◆ Aim of the exercise ◆
Pictures must not be copied, but every entry must be reproduced exactly.

+++ Dataset records +++

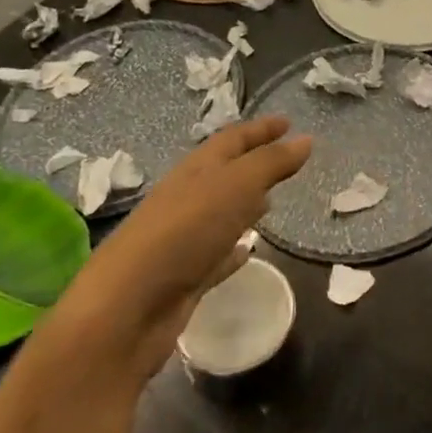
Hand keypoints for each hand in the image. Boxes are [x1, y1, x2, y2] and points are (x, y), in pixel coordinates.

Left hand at [52, 116, 311, 378]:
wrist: (127, 310)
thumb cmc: (182, 234)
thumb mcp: (234, 187)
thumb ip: (270, 163)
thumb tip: (305, 139)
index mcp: (195, 171)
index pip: (232, 139)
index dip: (261, 129)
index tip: (289, 122)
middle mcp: (186, 199)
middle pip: (225, 173)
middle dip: (253, 163)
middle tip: (285, 161)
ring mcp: (183, 239)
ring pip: (220, 213)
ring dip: (244, 204)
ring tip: (272, 202)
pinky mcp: (184, 277)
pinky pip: (216, 254)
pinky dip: (234, 248)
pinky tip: (248, 251)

+++

◆ Response ◆
Hand keypoints for each hand in the image. Boxes are [x1, y1, x2, y2] and points are (x, y), in pixel coordinates.

Left hand at [52, 116, 311, 378]:
wrist: (127, 310)
thumb cmc: (182, 234)
thumb mcp: (234, 187)
thumb ip: (270, 163)
thumb tip: (305, 139)
index mcp: (195, 171)
index pip: (232, 139)
index dip: (261, 129)
index tip: (289, 122)
middle mcp: (186, 199)
middle pip: (225, 173)
middle dip: (253, 163)
middle tip: (285, 161)
ring mcp: (183, 239)
ring pip: (220, 213)
ring dip: (244, 204)
ring tip: (272, 202)
pinky mcp: (184, 277)
pinky pip: (216, 254)
pinky dip: (234, 248)
pinky tip: (248, 251)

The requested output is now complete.